Ensemble Square-Root Filter EnSRF/std#

Description#

Ensemble Square Root Filter (EnSRF) inversion.

Based on the CTDAS implementation (Peters et al., 2005). The CIF implementation from CTDAS has been described in Thanwerdas et al., 2025

Mathematical framework#

The EnSRF is a Monte Carlo approximation of the Kalman filter that represents the background error covariance \(\mathbf{B}\) implicitly through an ensemble of \(N\) prior perturbations.

Ensemble representation#

Let \(\mathbf{x}_b\) be the ensemble mean and \(\mathbf{X}_b \in \mathbb{R}^{n \times N}\) the matrix of deviations from the mean. The background error covariance is approximated as:

\[\mathbf{B} \approx \frac{1}{N-1}\,\mathbf{X}_b\mathbf{X}_b^\top\]

Similarly, for the observation operator \(\mathbf{H}\):

\[\mathbf{H}\mathbf{X}_b \approx \mathbf{Y}_b \in \mathbb{R}^{m \times N}\]

where each column of \(\mathbf{Y}_b\) is obtained by running the (possibly non-linear) observation operator on the corresponding ensemble member.

Analysis update (mean)#

The posterior mean is updated as:

\[\mathbf{x}_a = \mathbf{x}_b + \mathbf{K}\bigl(\mathbf{y} - \overline{\mathbf{Y}_b}\bigr)\]

with the ensemble-based Kalman gain

\[\mathbf{K} = \frac{1}{N-1}\,\mathbf{X}_b \mathbf{Y}_b^\top \Bigl(\mathbf{R} + \frac{1}{N-1}\,\mathbf{Y}_b \mathbf{Y}_b^\top\Bigr)^{-1}\]

Analysis update (deviations — “square root” step)#

The ensemble deviations are updated without perturbing the observations, which avoids the sampling noise of the standard EnKF. For each observation \(y_j\) processed sequentially (serial_optimization = True):

\[\mathbf{X}_a = \mathbf{X}_b - \tilde{\alpha}_j\,\mathbf{k}_j\,(\mathbf{H}\mathbf{X}_b)^\top_{j,:}\]
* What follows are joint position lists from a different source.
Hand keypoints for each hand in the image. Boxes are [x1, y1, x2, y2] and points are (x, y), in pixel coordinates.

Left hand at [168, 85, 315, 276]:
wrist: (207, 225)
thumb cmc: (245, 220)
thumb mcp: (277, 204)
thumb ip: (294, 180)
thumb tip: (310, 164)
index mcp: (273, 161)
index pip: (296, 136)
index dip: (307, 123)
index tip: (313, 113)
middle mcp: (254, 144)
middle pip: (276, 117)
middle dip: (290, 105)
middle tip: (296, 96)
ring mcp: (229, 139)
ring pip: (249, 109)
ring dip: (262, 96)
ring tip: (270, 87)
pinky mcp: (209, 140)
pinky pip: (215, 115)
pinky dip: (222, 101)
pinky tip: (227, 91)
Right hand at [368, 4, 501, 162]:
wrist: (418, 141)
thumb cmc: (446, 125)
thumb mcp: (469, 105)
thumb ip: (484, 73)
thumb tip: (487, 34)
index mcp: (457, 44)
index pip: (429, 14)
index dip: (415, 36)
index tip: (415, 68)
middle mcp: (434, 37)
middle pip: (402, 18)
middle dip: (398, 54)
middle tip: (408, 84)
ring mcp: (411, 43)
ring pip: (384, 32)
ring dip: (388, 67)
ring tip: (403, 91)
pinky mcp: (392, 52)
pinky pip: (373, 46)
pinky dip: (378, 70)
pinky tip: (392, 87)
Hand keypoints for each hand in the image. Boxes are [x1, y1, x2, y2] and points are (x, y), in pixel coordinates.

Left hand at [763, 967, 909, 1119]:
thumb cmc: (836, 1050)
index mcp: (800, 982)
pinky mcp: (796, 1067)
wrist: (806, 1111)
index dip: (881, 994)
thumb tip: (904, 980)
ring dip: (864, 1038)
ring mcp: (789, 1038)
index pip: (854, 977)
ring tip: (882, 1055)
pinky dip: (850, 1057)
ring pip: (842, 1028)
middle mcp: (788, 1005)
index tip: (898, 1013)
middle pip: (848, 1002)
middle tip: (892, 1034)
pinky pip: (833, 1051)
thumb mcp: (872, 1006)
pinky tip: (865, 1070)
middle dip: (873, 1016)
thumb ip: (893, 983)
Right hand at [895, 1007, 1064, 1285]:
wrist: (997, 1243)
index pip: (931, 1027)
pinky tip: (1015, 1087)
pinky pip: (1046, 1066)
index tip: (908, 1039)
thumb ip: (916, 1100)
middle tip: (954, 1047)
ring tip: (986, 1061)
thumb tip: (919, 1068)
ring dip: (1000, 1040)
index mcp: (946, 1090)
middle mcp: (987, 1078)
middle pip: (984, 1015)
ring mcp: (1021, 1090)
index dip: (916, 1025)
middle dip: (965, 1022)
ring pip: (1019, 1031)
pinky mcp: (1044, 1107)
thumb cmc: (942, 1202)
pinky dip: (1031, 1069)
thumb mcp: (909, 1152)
where \(\mathbf{k}_j\) is the Kalman gain for observation \(j\) and \(\tilde{\alpha}_j = (1 + \sqrt{R_{jj}/(\mathbf{H}\mathbf{P}\mathbf{H}^\top + R)_{jj}})^{-1}\) is the EnSRF scalar factor.
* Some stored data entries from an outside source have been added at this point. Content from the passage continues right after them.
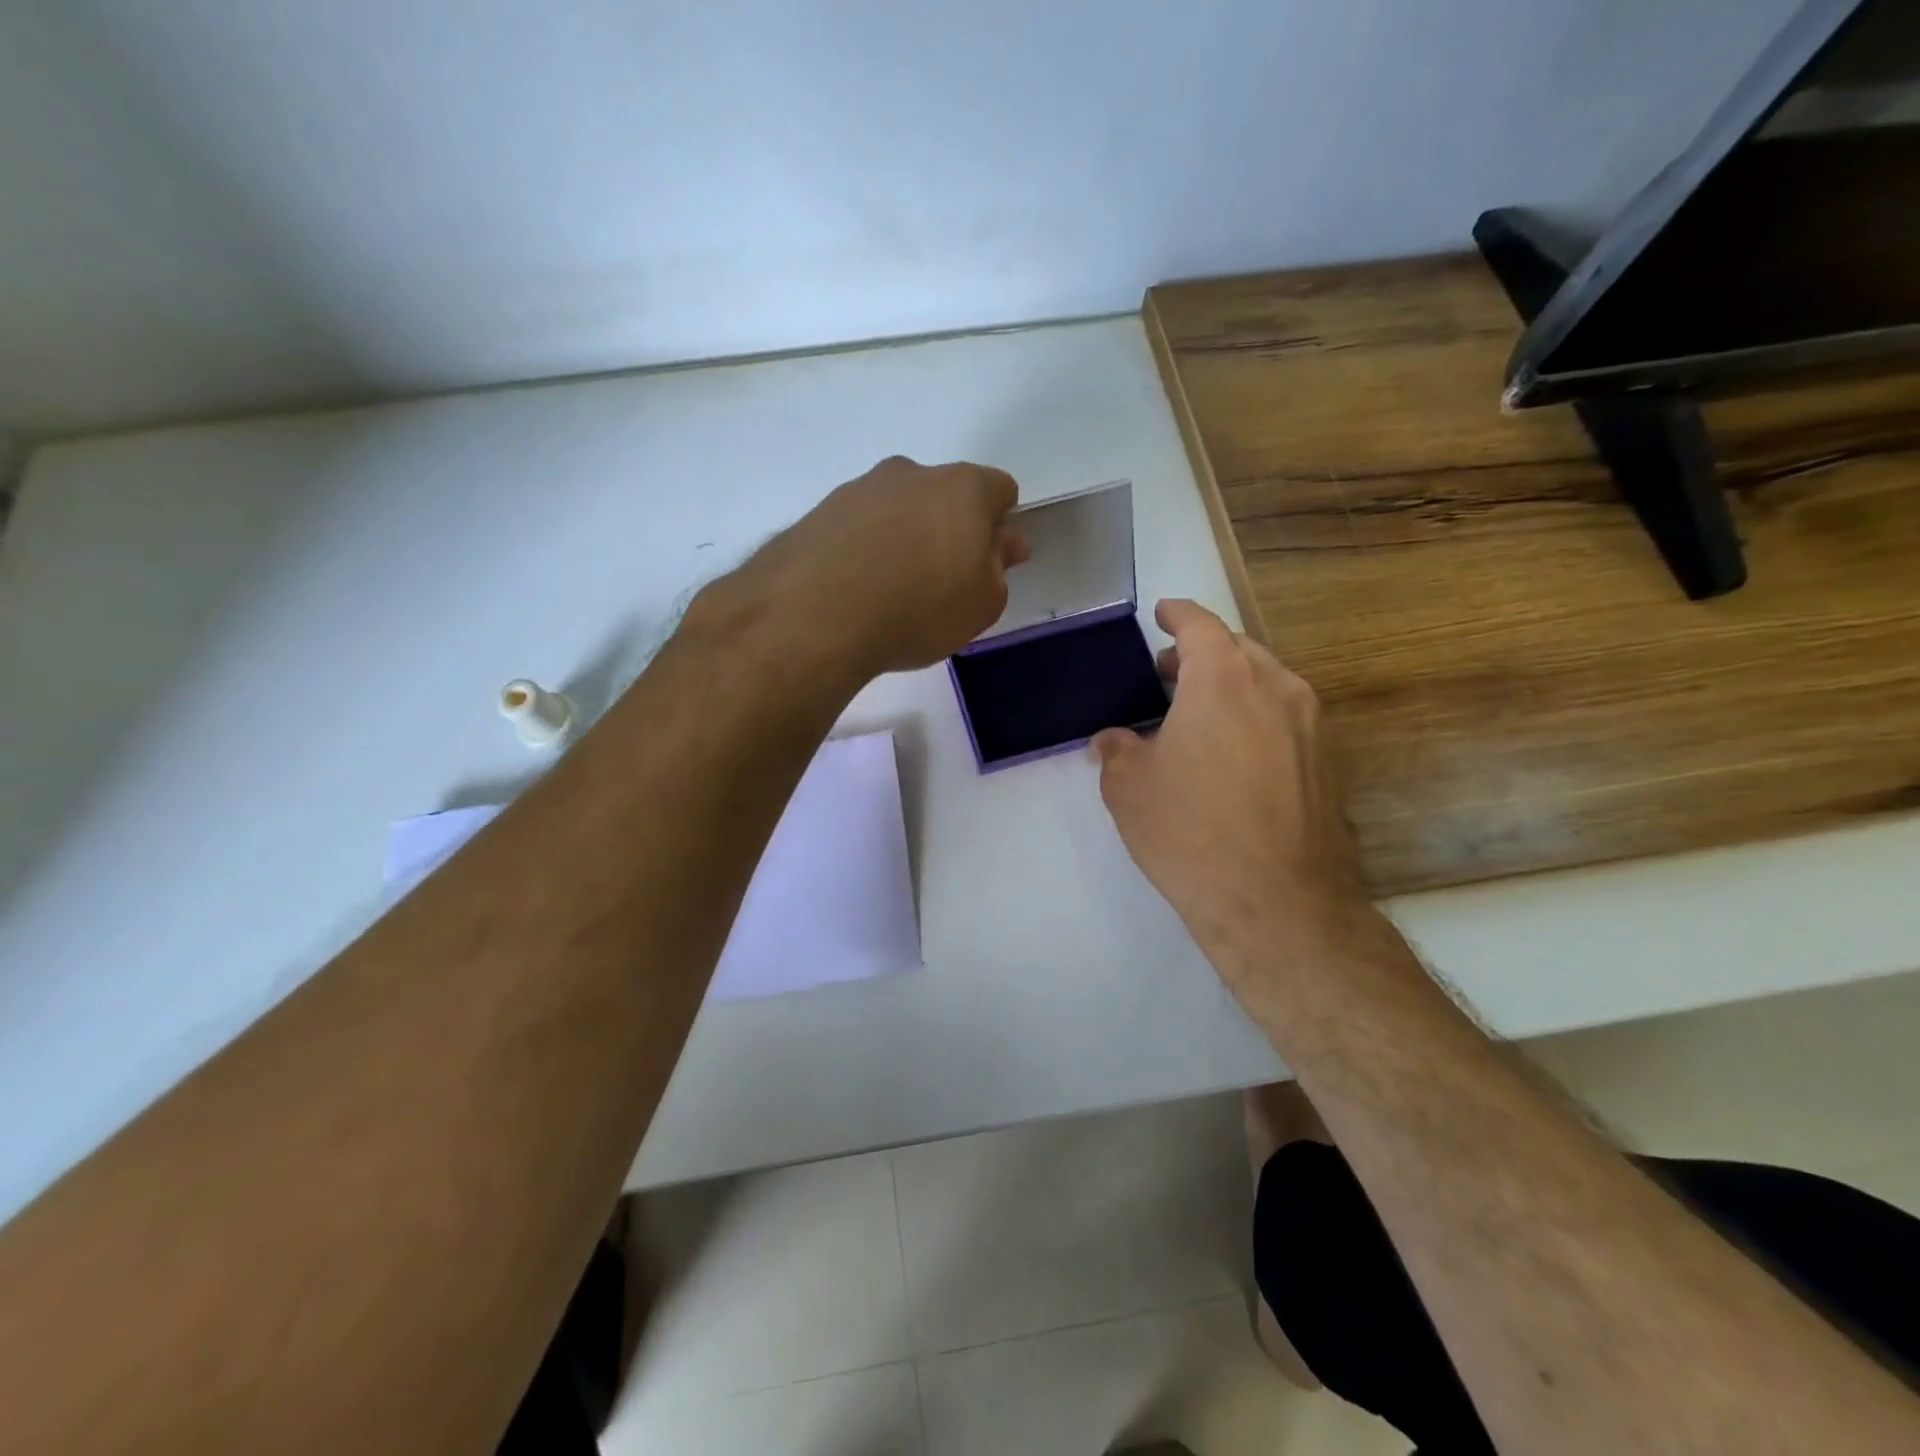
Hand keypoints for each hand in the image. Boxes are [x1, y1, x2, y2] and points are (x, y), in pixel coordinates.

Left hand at [732, 456, 1028, 676]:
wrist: (817, 615)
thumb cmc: (921, 608)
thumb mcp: (982, 604)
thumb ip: (999, 569)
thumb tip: (1005, 543)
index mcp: (963, 488)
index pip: (998, 489)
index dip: (1000, 524)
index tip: (990, 560)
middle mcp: (910, 474)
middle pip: (944, 494)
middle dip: (949, 527)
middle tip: (942, 579)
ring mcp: (859, 489)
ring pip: (896, 508)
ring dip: (903, 536)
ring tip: (892, 590)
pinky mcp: (818, 513)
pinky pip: (857, 527)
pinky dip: (864, 549)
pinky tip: (857, 589)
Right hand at [1091, 600, 1367, 985]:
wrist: (1276, 901)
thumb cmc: (1189, 830)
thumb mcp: (1129, 787)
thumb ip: (1116, 751)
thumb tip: (1113, 741)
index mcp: (1224, 679)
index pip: (1200, 625)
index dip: (1177, 615)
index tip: (1162, 613)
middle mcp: (1276, 687)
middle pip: (1238, 650)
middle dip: (1201, 654)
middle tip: (1168, 673)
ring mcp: (1311, 725)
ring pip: (1266, 684)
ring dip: (1231, 686)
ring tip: (1197, 714)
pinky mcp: (1327, 763)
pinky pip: (1284, 719)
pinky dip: (1255, 718)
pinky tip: (1230, 755)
Assimilation windows and lag#

The inversion period is split into consecutive assimilation windows of length window_length. When nlag > 1, each segment spans nlag windows, allowing the observations in a given window to constrain state variables from the preceding nlag - 1 windows (a “lag” smoother).

Localization#

When localization is configured, the Kalman gain is modulated element-wise by a distance-based correlation function (Gaussian or exponential) to limit spurious long-range correlations arising from finite ensemble size:

\[\mathbf{K}_{ij} \leftarrow \rho_{ij}\,\mathbf{K}_{ij}\]

where \(\rho_{ij}\) depends on the distance between the \(i\)-th state element and the \(j\)-th observation.

YAML arguments#

The following arguments are used to configure the plugin. pyCIF will return an exception at the initialization if mandatory arguments are not specified, or if any argument does not fit accepted values or type:

nsample : int, mandatory

Number of random samples in the ensemble

reload_results : bool, optional, default False

Skip already-completed simulations and reload their results from disk.
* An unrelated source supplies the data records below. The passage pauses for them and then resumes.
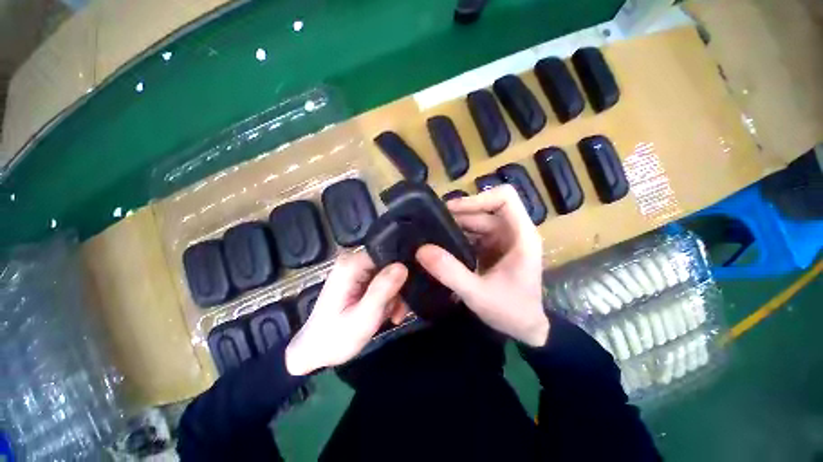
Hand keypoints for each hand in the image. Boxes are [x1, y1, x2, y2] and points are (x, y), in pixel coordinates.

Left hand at [285, 252, 408, 375]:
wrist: (316, 351)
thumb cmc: (336, 338)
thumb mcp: (364, 317)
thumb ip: (382, 290)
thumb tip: (402, 267)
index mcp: (351, 265)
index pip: (387, 253)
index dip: (401, 270)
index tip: (407, 291)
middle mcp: (353, 262)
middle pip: (389, 265)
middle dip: (398, 288)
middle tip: (399, 311)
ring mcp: (356, 271)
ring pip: (389, 275)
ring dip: (394, 296)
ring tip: (393, 316)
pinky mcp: (359, 279)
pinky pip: (382, 282)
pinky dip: (388, 298)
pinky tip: (388, 314)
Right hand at [416, 185, 548, 346]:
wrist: (525, 330)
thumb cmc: (511, 312)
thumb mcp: (478, 294)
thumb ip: (450, 272)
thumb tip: (422, 250)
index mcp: (521, 236)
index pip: (505, 198)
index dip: (478, 198)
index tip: (452, 210)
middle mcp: (513, 232)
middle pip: (484, 209)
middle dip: (458, 214)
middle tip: (431, 223)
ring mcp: (502, 240)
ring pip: (477, 221)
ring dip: (455, 225)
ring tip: (432, 233)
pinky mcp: (493, 249)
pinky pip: (473, 234)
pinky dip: (457, 236)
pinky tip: (442, 245)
batch_sampling : bool, optional, default True

Run all ensemble members within a single observation-operator call. If False, each member is submitted as a separate job.

batch_subjob : bool, optional, default False

Submit the batch ensemble run as a separate HPC job rather than executing it in-process.

max_nsamples_per_run : int, optional, default 5

Maximum number of members per observation-operator call (only used when batch_sampling = False).

include_system_samples : bool, optional, default True

Include the three system-bound members (prior mean, prior perturbed, posterior mean) in each operator call when batch_sampling = False. Required when the model needs scaling factors as inputs. These three members count toward max_nsamples_per_run.

serial_optimization : bool, optional, default True

Assimilate observations one at a time (EnSRF serial update). If False, assimilate all observations simultaneously via matrix operations.

window_length : str, optional

Length of each assimilation window as a pandas frequency string (e.g. '7D', '1MS'). Defaults to the full simulation period.

nlag : int, optional, default 1

Number of windows per assimilation segment (lag smoother). nlag = 1 gives a standard filter; nlag > 1 allows later observations to constrain earlier windows.

mean_propagwgt : optional, default 0

Weight applied to the ensemble mean when a new window enters the segment (used only when nlag >= 2). Accepts a scalar or a mapping {component: weight}. Components without an explicit weight receive 0.

localization : optional

Apply localization to every assimilated observation.

Argument structure:
decay_length : float, mandatory

Correlation length to apply.

decay_func : “exponential” or “normal”, optional, default “normal”

Correlation function to apply.

full_localization : bool, optional, default False

Apply both space-obs localization and obs-obs localization. If False, apply only space-obs localization.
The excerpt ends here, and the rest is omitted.